When does a deferred dream become a dream denied?  When do we finally give up yearning for something because we have "gotten real?"  At what point are we too old, too poor, too ailing to  strive for something we dreamed of when we were young?  At a certain age we can see more clearly that our position on our life's path is a sum of all the choices we have made, all of the forks in the road we have taken, as well as those left untrodden. For everything we chose, something else was lost.  Is it just part of maturing or does it erode just a little of our psyche to give up what we once dreamed?
 
Maybe it depends on just how badly we want this thing, and what we are willing to do or to sacrifice in order to achieve the end.  I once dreamed of going into outer space, but obviously not enough to take the necessary steps to become an astronaut.  I dreamed of learning to speak Russian, but was swayed into taking geology instead.
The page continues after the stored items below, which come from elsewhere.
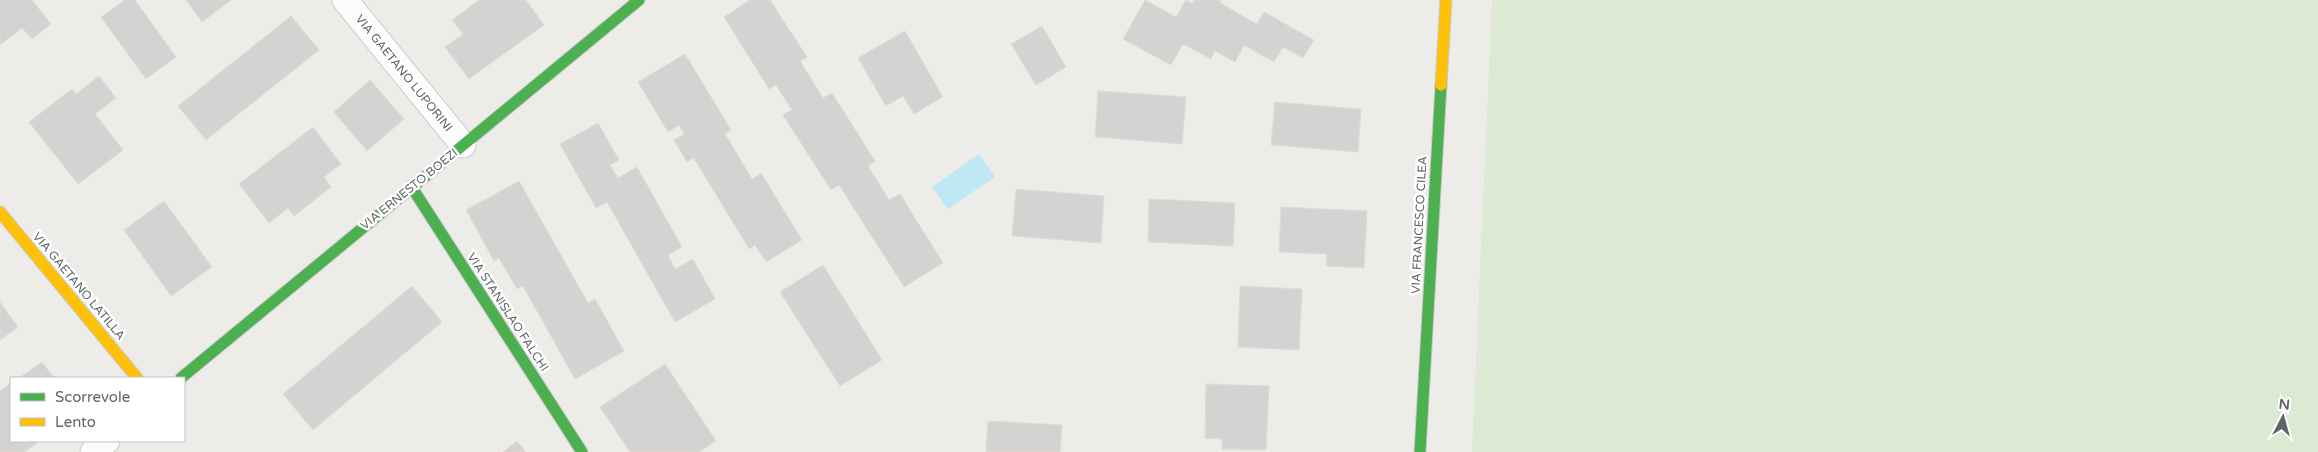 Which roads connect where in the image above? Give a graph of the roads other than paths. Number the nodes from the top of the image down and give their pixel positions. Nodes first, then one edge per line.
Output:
1 (345, 0) edge
2 (639, 0) edge
3 (1446, 0) edge
4 (463, 145) junction
5 (411, 186) junction
6 (0, 212) edge
7 (136, 377) edge
8 (181, 377) edge
9 (106, 442) edge
10 (93, 452) edge
11 (582, 452) edge
12 (1420, 452) edge

1 - 4 street, VIA GAETANO LUPORINI
2 - 4 street, VIA ERNESTO BOEZI
3 - 12 street, VIA FRANCESCO CILEA
4 - 5 street, VIA ERNESTO BOEZI
5 - 8 street, VIA ERNESTO BOEZI
5 - 11 street, VIA STANISLAO FALCHI
6 - 7 street, VIA GAETANO LATILLA
9 - 10 street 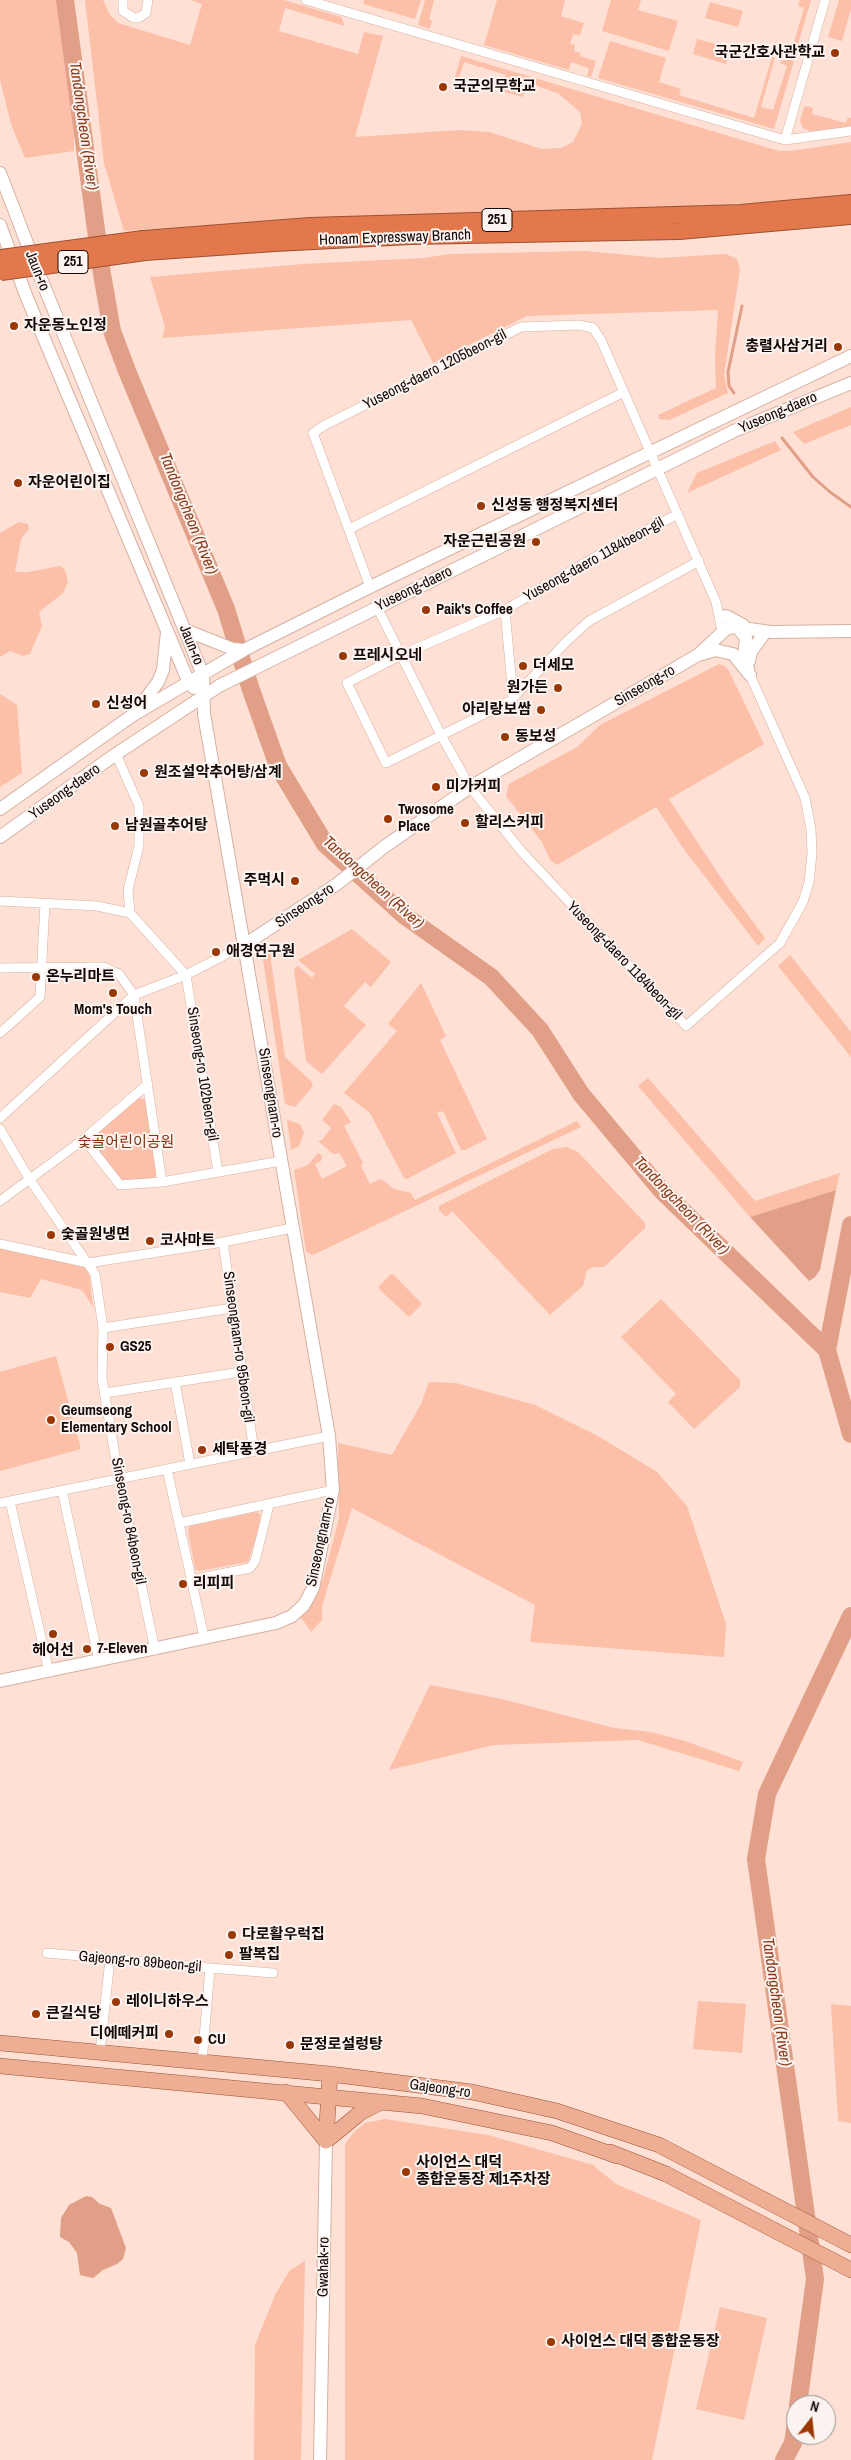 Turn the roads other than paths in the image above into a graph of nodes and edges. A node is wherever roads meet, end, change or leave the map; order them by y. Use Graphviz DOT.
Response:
graph roads {
  1 [pos="148,0"];
  2 [pos="306,0"];
  3 [pos="825,0"];
  4 [pos="121,2"];
  5 [pos="851,131"];
  6 [pos="785,140"];
  7 [pos="0,173"];
  8 [pos="851,203"];
  9 [pos="851,216"];
  10 [pos="0,225"];
  11 [pos="144,246"];
  12 [pos="0,268"];
  13 [pos="851,356"];
  14 [pos="851,382"];
  15 [pos="624,392"];
  16 [pos="650,452"];
  17 [pos="658,469"];
  18 [pos="678,514"];
  19 [pos="348,529"];
  20 [pos="699,561"];
  21 [pos="370,587"];
  22 [pos="377,607"];
  23 [pos="505,610"];
  24 [pos="723,616"];
  25 [pos="185,630"];
  26 [pos="729,630"];
  27 [pos="167,631"];
  28 [pos="851,631"];
  29 [pos="765,633"];
  30 [pos="745,645"];
  31 [pos="244,650"];
  32 [pos="704,651"];
  33 [pos="728,653"];
  34 [pos="401,655"];
  35 [pos="747,670"];
  36 [pos="208,671"];
  37 [pos="188,683"];
  38 [pos="513,697"];
  39 [pos="202,698"];
  40 [pos="133,715"];
  41 [pos="441,735"];
  42 [pos="116,754"];
  43 [pos="470,787"];
  44 [pos="0,809"];
  45 [pos="0,837"];
  46 [pos="0,900"];
  47 [pos="45,902"];
  48 [pos="130,913"];
  49 [pos="244,945"];
  50 [pos="40,967"];
  51 [pos="0,968"];
  52 [pos="186,975"];
  53 [pos="134,995"];
  54 [pos="0,1033"];
  55 [pos="148,1084"];
  56 [pos="0,1118"];
  57 [pos="0,1128"];
  58 [pos="84,1139"];
  59 [pos="281,1161"];
  60 [pos="218,1172"];
  61 [pos="30,1180"];
  62 [pos="162,1182"];
  63 [pos="0,1201"];
  64 [pos="292,1228"];
  65 [pos="223,1242"];
  66 [pos="0,1244"];
  67 [pos="88,1263"];
  68 [pos="232,1308"];
  69 [pos="103,1328"];
  70 [pos="241,1372"];
  71 [pos="175,1382"];
  72 [pos="105,1393"];
  73 [pos="329,1436"];
  74 [pos="254,1451"];
  75 [pos="190,1464"];
  76 [pos="167,1469"];
  77 [pos="119,1479"];
  78 [pos="62,1490"];
  79 [pos="333,1490"];
  80 [pos="10,1501"];
  81 [pos="0,1503"];
  82 [pos="270,1505"];
  83 [pos="179,1523"];
  84 [pos="191,1580"];
  85 [pos="204,1638"];
  86 [pos="155,1650"];
  87 [pos="99,1661"];
  88 [pos="49,1672"];
  89 [pos="0,1681"];
  90 [pos="47,1953"];
  91 [pos="110,1959"];
  92 [pos="210,1968"];
  93 [pos="273,1973"];
  94 [pos="0,2043"];
  95 [pos="100,2052"];
  96 [pos="202,2062"];
  97 [pos="0,2066"];
  98 [pos="330,2074"];
  99 [pos="286,2092"];
  100 [pos="328,2097"];
  101 [pos="381,2102"];
  102 [pos="326,2141"];
  103 [pos="851,2245"];
  104 [pos="845,2267"];
  105 [pos="320,2460"];
  1 -- 4 [label="street"];
  2 -- 6 [label="street"];
  3 -- 6 [label="street"];
  5 -- 6 [label="street"];
  7 -- 25 [label="street, Jaun-ro"];
  8 -- 11 [label="highway, Honam Expressway Branch / 251"];
  9 -- 11 [label="highway, Honam Expressway Branch / 251"];
  10 -- 27 [label="street, Jaun-ro"];
  11 -- 12 [label="highway, Honam Expressway Branch / 251, bridge"];
  13 -- 16 [label="street, Yuseong-daero"];
  14 -- 17 [label="street, Yuseong-daero"];
  15 -- 16 [label="street, Yuseong-daero 1205beon-gil"];
  15 -- 19 [label="street"];
  15 -- 19 [label="street, Yuseong-daero 1205beon-gil"];
  16 -- 17 [label="street, Yuseong-daero 1184beon-gil"];
  16 -- 21 [label="street, Yuseong-daero"];
  17 -- 18 [label="street, Yuseong-daero 1184beon-gil"];
  17 -- 22 [label="street, Yuseong-daero"];
  18 -- 20 [label="street, Yuseong-daero 1184beon-gil"];
  18 -- 23 [label="street, Yuseong-daero 1184beon-gil"];
  19 -- 21 [label="street, Yuseong-daero 1205beon-gil"];
  20 -- 24 [label="street, Yuseong-daero 1184beon-gil"];
  20 -- 38 [label="street, Yuseong-daero 1184beon-gil"];
  21 -- 31 [label="street, Yuseong-daero"];
  22 -- 34 [label="street, Yuseong-daero 1184beon-gil"];
  22 -- 39 [label="street, Yuseong-daero"];
  23 -- 34 [label="street, Yuseong-daero 1184beon-gil"];
  23 -- 38 [label="street"];
  24 -- 26 [label="street, Yuseong-daero 1184beon-gil"];
  24 -- 29 [label="street"];
  24 -- 32 [label="street"];
  25 -- 31 [label="street"];
  25 -- 36 [label="street, Jaun-ro"];
  26 -- 29 [label="street"];
  26 -- 30 [label="street"];
  26 -- 32 [label="street, Sinseong-ro"];
  26 -- 33 [label="street"];
  27 -- 37 [label="street, Jaun-ro"];
  27 -- 40 [label="street"];
  28 -- 29 [label="street"];
  29 -- 30 [label="street"];
  29 -- 35 [label="street"];
  30 -- 33 [label="street"];
  30 -- 35 [label="street"];
  31 -- 36 [label="street, Yuseong-daero"];
  32 -- 33 [label="street"];
  32 -- 35 [label="street"];
  32 -- 43 [label="street, Sinseong-ro"];
  33 -- 35 [label="street"];
  34 -- 41 [label="street, Yuseong-daero 1184beon-gil"];
  34 -- 41 [label="street, Yuseong-daero 1184beon-gil"];
  35 -- 43 [label="street, Yuseong-daero 1184beon-gil"];
  36 -- 37 [label="street, Yuseong-daero"];
  36 -- 39 [label="street, Jaun-ro"];
  37 -- 39 [label="street, Jaun-ro"];
  37 -- 40 [label="street, Yuseong-daero"];
  38 -- 41 [label="street, Yuseong-daero 1184beon-gil"];
  39 -- 42 [label="street, Yuseong-daero"];
  39 -- 49 [label="street, Sinseongnam-ro"];
  40 -- 44 [label="street, Yuseong-daero"];
  41 -- 43 [label="street, Yuseong-daero 1184beon-gil"];
  42 -- 45 [label="street, Yuseong-daero"];
  42 -- 48 [label="street"];
  43 -- 49 [label="street, Sinseong-ro"];
  46 -- 47 [label="street"];
  47 -- 48 [label="street"];
  47 -- 50 [label="street"];
  48 -- 52 [label="street"];
  49 -- 52 [label="street, Sinseong-ro"];
  49 -- 59 [label="street, Sinseongnam-ro"];
  50 -- 51 [label="street"];
  50 -- 53 [label="street"];
  50 -- 54 [label="street"];
  52 -- 53 [label="street, Sinseong-ro"];
  52 -- 60 [label="street, Sinseong-ro 102beon-gil"];
  53 -- 55 [label="street"];
  53 -- 56 [label="street, Sinseong-ro"];
  55 -- 58 [label="street"];
  55 -- 62 [label="street"];
  57 -- 61 [label="street, Sinseong-ro 84beon-gil"];
  58 -- 61 [label="street"];
  58 -- 62 [label="street"];
  59 -- 60 [label="street"];
  59 -- 64 [label="street, Sinseongnam-ro"];
  60 -- 62 [label="street"];
  61 -- 63 [label="street"];
  61 -- 67 [label="street, Sinseong-ro 84beon-gil"];
  64 -- 65 [label="street"];
  64 -- 73 [label="street, Sinseongnam-ro"];
  65 -- 67 [label="street"];
  65 -- 68 [label="street, Sinseongnam-ro 95beon-gil"];
  66 -- 67 [label="street"];
  67 -- 69 [label="street, Sinseong-ro 84beon-gil"];
  68 -- 69 [label="street"];
  68 -- 70 [label="street, Sinseongnam-ro 95beon-gil"];
  69 -- 72 [label="street, Sinseong-ro 84beon-gil"];
  70 -- 71 [label="street"];
  70 -- 74 [label="street, Sinseongnam-ro 95beon-gil"];
  71 -- 72 [label="street"];
  71 -- 75 [label="street"];
  72 -- 77 [label="street, Sinseong-ro 84beon-gil"];
  73 -- 74 [label="street"];
  73 -- 79 [label="street, Sinseongnam-ro"];
  74 -- 75 [label="street"];
  75 -- 76 [label="street"];
  76 -- 77 [label="street"];
  76 -- 83 [label="street"];
  77 -- 78 [label="street"];
  77 -- 86 [label="street, Sinseong-ro 84beon-gil"];
  78 -- 80 [label="street"];
  78 -- 87 [label="street"];
  79 -- 82 [label="street, Sinseongnam-ro"];
  79 -- 85 [label="street, Sinseongnam-ro"];
  80 -- 81 [label="street"];
  80 -- 88 [label="street"];
  82 -- 83 [label="street, Sinseongnam-ro"];
  82 -- 84 [label="street"];
  83 -- 84 [label="street"];
  84 -- 85 [label="street"];
  85 -- 86 [label="street, Sinseongnam-ro"];
  86 -- 87 [label="street, Sinseongnam-ro"];
  87 -- 88 [label="street, Sinseongnam-ro"];
  88 -- 89 [label="street, Sinseongnam-ro"];
  90 -- 91 [label="street, Gajeong-ro 89beon-gil"];
  91 -- 92 [label="street, Gajeong-ro 89beon-gil"];
  91 -- 95 [label="street"];
  92 -- 93 [label="street"];
  92 -- 96 [label="street, Gajeong-ro 89beon-gil"];
  94 -- 95 [label="main road, Gajeong-ro"];
  95 -- 96 [label="main road, Gajeong-ro"];
  96 -- 98 [label="main road, Gajeong-ro"];
  97 -- 99 [label="main road, Gajeong-ro"];
  98 -- 100 [label="main road, Gwahak-ro"];
  98 -- 103 [label="main road, Gajeong-ro"];
  99 -- 100 [label="main road, Gajeong-ro"];
  99 -- 102 [label="main road"];
  100 -- 101 [label="main road, Gajeong-ro"];
  100 -- 102 [label="main road, Gwahak-ro"];
  101 -- 102 [label="main road"];
  101 -- 104 [label="main road, Gajeong-ro"];
  102 -- 105 [label="street, Gwahak-ro"];
}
I am not sorry, because geology has been a lifelong interest, but wouldn't it be nice to.........(insert your own longing here.)
 
For almost as long as I can remember, I have wanted to live in France, if only for a short while. I never, ever gave up thinking about it.  I have moved heaven and earth to make it happen while I still have all my faculties and wits about me, so that I can enjoy it. I have made some sacrifices that many people would consider rash--retiring early, with a significant loss of income being the most obvious.  I just couldn't wait any longer.  When I tell people of my plans, their reactions range from incredulity to a wistful longing. It's almost as if "society" dangles the concept of following a dream in front of people, never really expecting them to bring said dreams to fruition.  Life's challenges beat people down.  Reversals of fortune, ill-timed circumstances, unexpected detours all conspire to force us to put our dreams on the shelf, where they get pushed farther and farther back into the closet of what might have been.
 
I say, let's pull that closet door off its hinges, give it a good cleaning and look in the clear light at what we've put on that shelf.  Some things probably need to be tossed out, but let's not give up on all our dreams.  They keep us alive, vibrant, and interested in living. Maybe there still is time to learn Russian.